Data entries
========================

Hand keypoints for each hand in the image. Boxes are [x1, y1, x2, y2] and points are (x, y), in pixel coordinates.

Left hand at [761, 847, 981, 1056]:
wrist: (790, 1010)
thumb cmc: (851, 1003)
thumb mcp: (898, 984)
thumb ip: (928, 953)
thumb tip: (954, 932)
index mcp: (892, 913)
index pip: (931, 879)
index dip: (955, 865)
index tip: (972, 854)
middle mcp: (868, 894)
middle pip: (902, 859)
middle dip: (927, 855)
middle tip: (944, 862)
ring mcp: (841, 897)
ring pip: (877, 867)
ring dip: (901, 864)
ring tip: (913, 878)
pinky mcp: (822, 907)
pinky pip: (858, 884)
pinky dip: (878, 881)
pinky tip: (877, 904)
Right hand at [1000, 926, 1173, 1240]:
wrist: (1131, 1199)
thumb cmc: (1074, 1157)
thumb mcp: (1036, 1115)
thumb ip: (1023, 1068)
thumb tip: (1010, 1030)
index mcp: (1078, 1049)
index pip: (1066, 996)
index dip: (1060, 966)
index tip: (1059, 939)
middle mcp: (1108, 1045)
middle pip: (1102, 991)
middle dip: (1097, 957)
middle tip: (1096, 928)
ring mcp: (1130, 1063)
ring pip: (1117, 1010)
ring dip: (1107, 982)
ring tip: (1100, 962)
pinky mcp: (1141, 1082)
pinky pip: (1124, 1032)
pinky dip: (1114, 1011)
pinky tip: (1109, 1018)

========================

Aim of the exercise -
Using the records above, give the number of lines in which the word "hand" occurs, and nothing else.

Answer for the task -
3